## TASK BRIEF
Once the line holding "index pip: (262, 217)" is found in the listing below, write it out and each later line exactly, up to and including the one holding "pinky tip: (246, 299)".

┏━━

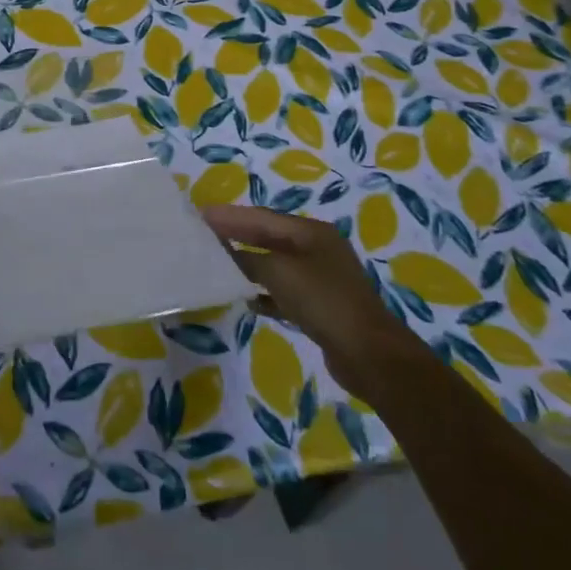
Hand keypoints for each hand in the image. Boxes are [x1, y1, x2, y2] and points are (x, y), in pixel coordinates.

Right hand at [202, 205, 414, 387]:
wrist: (370, 356)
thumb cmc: (324, 302)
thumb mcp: (281, 273)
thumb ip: (249, 260)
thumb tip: (226, 254)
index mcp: (311, 232)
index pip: (262, 217)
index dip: (230, 216)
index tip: (200, 214)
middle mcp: (317, 249)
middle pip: (269, 237)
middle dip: (237, 235)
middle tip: (204, 234)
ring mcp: (321, 279)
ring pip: (275, 265)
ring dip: (248, 264)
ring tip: (217, 263)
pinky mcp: (320, 308)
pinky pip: (284, 292)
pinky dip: (264, 292)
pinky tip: (246, 299)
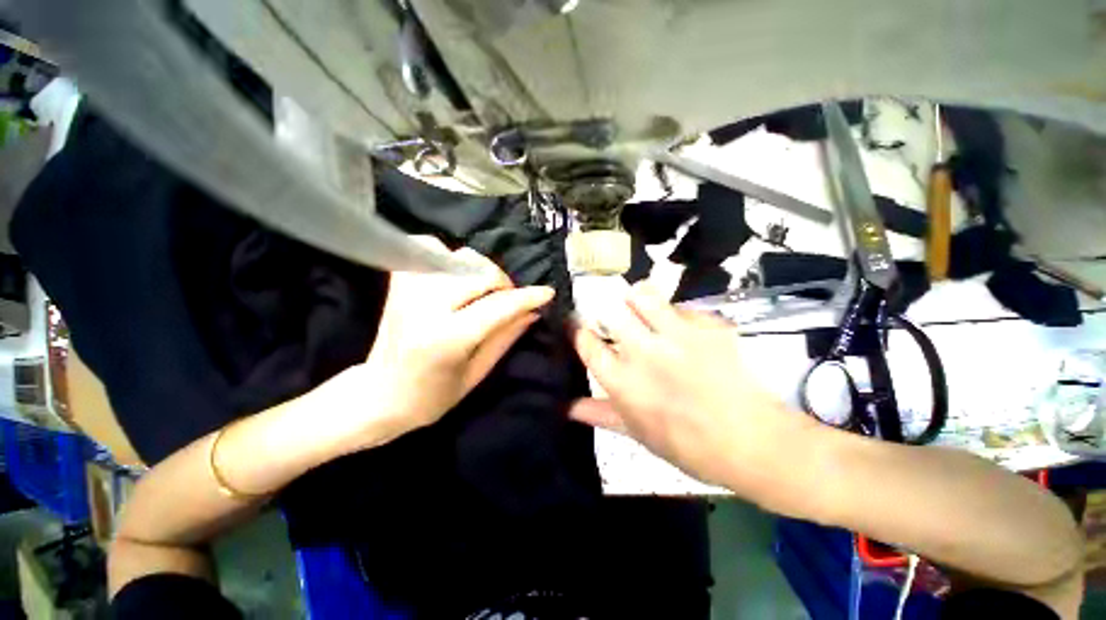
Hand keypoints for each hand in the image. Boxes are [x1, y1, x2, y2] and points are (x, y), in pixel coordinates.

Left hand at [327, 242, 553, 448]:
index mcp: (447, 338)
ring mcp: (408, 290)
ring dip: (478, 269)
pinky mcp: (398, 282)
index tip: (547, 293)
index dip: (527, 297)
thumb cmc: (432, 397)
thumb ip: (506, 337)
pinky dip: (447, 256)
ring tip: (481, 289)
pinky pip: (426, 248)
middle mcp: (425, 307)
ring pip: (456, 256)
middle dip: (503, 282)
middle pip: (478, 272)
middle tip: (508, 298)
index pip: (497, 306)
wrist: (379, 394)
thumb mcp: (477, 373)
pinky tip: (454, 275)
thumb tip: (533, 312)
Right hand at [571, 283, 816, 496]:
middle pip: (610, 310)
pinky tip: (685, 331)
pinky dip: (676, 314)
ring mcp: (677, 335)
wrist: (755, 443)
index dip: (577, 330)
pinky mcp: (707, 325)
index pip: (586, 343)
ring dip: (637, 299)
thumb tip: (567, 407)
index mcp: (623, 382)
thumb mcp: (638, 434)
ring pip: (641, 294)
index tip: (577, 325)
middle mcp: (644, 352)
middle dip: (607, 312)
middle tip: (616, 321)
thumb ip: (600, 414)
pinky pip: (681, 306)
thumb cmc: (690, 445)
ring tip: (643, 311)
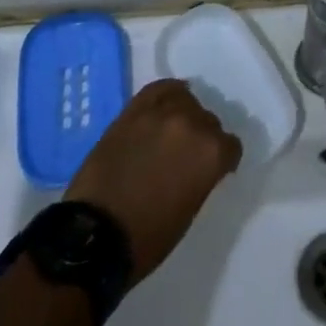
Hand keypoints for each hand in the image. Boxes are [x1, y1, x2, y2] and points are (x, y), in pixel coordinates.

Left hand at [65, 79, 241, 283]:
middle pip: (209, 121)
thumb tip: (199, 163)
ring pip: (186, 100)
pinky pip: (160, 89)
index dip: (222, 161)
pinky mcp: (134, 109)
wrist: (95, 235)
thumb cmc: (148, 236)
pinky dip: (166, 96)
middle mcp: (192, 124)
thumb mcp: (190, 208)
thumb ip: (202, 175)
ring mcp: (162, 112)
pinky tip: (164, 106)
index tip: (213, 170)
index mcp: (211, 153)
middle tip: (187, 157)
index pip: (230, 146)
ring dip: (184, 116)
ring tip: (171, 133)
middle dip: (202, 138)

┗━━

## EXPECTED ANSWER
index pip: (262, 217)
index dip: (230, 216)
index tip: (200, 214)
middle mcp: (317, 249)
middle pip: (269, 237)
middle dip: (237, 235)
middle tip: (204, 234)
ring mcp: (321, 279)
ring pip: (275, 265)
ring dip: (248, 264)
ring tip: (217, 263)
pinky mcp: (320, 308)
pinky pip: (284, 292)
pinky dip: (264, 292)
pinky tip: (246, 299)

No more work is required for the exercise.